Kunstverein KunstHaus Potsdam
Exposition des gravures de Martin Engelman, 30.03.–07.05.2006
Plaisir des sens
... la manière dont Martin Engelman saisit la réalité dans toute sa complexité, à travers plusieurs étapes d’abstraction, vaut la peine d’être vue. Une cinquantaine de ses nombreuses gravures sont exposées. La qualité artistique et l’intensité d’une image reposent sur un savoir-faire solide, seule façon de parvenir à une forme de souveraineté dans l’expression.
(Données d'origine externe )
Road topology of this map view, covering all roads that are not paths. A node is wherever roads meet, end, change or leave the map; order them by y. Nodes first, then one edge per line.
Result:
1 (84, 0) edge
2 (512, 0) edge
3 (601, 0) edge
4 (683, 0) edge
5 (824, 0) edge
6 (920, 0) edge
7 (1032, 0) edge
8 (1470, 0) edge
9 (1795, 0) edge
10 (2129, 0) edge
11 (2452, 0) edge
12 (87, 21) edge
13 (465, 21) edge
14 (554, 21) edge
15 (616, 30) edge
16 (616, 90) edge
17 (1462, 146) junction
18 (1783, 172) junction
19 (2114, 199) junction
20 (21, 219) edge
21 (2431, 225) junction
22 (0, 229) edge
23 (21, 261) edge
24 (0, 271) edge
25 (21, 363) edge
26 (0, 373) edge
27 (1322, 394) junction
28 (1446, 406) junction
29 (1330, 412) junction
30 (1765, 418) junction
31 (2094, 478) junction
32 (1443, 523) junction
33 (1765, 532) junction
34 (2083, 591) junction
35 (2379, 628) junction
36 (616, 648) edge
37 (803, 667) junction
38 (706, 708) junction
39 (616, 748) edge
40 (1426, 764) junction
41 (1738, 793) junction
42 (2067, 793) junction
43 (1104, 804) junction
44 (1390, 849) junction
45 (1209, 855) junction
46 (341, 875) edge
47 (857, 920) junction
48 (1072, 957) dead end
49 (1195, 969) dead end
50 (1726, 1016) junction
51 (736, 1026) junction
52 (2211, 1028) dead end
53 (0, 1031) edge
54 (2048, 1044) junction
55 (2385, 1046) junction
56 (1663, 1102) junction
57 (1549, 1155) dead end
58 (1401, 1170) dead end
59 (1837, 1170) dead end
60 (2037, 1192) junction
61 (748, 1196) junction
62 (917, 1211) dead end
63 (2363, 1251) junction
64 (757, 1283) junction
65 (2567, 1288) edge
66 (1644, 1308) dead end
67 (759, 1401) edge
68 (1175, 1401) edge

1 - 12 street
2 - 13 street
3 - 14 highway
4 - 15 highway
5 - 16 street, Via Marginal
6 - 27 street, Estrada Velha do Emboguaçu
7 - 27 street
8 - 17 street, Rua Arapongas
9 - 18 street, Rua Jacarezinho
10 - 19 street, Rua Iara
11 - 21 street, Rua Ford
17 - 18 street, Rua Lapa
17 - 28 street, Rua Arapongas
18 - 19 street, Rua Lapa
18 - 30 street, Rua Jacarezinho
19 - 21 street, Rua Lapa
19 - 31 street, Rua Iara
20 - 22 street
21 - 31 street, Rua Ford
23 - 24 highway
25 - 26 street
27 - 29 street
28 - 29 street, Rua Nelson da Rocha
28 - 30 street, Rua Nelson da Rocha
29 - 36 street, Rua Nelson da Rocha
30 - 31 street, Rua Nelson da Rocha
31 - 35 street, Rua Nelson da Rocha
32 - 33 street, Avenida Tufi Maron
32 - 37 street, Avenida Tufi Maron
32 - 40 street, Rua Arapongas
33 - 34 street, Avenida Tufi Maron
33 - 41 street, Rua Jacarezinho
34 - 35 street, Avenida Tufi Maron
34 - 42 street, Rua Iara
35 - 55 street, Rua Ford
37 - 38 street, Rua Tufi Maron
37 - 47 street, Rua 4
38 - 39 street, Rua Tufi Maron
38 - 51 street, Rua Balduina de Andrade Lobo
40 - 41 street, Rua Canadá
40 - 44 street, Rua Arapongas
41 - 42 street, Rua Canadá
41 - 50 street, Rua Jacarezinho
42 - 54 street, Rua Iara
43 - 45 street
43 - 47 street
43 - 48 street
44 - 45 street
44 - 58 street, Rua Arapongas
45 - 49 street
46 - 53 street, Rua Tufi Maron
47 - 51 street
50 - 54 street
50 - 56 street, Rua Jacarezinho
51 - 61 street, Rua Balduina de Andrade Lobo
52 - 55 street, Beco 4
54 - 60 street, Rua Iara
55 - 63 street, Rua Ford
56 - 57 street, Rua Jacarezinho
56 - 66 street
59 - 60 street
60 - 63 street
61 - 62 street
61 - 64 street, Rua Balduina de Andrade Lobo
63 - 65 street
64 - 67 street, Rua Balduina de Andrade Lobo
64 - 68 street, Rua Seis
Né en 1924 dans le sud de la Hollande, Engelman s’est spécialisé dans la gravure dès sa formation. Plus tard, en tant que graphiste, il a travaillé en étroite collaboration avec des imprimeurs expérimentés, ce qui lui a permis par la suite, en devenant artiste, de parfaitement maîtriser la technique de la gravure. En 1963, Brusberg le présentait pour la première fois en Allemagne et, un an plus tard, il était à la Documenta. L’art pour l’art ne l’intéressait pas. Depuis l’occupation allemande de la Hollande jusqu’à la guerre du Vietnam, il s’est toujours engagé dans sa vie personnelle pour faire face aux injustices de son temps. En 1992, il est mort de façon subite à Munich. Engelman a vécu l’art de son époque, tout en cherchant à se réconcilier avec le passé, notamment avec l’œuvre de Jérôme Bosch. Cela est à la fois visible et tangible dans la sélection proposée à Potsdam. On y voit des têtes de personnages qui se construisent au fil des formes et des couleurs. La menace est articulée. Elle se lit sur leur visage, parfois de manière très audacieuse. Ainsi, les têtes que l’on peut voir et revoir au Kunsthaus sont noires et blanches, colorées, plates et anguleuses, et semblent se mouvoir. Il n’y a aucune ambition anatomique derrière cette proposition. Il s’agit de s’aventurer dans ce que dissimule une physionomie, avec des éléments de construction et un sentiment d’appartenance à une époque. Ce n’est pas l’anatomie, mais l’image qui veut être juste.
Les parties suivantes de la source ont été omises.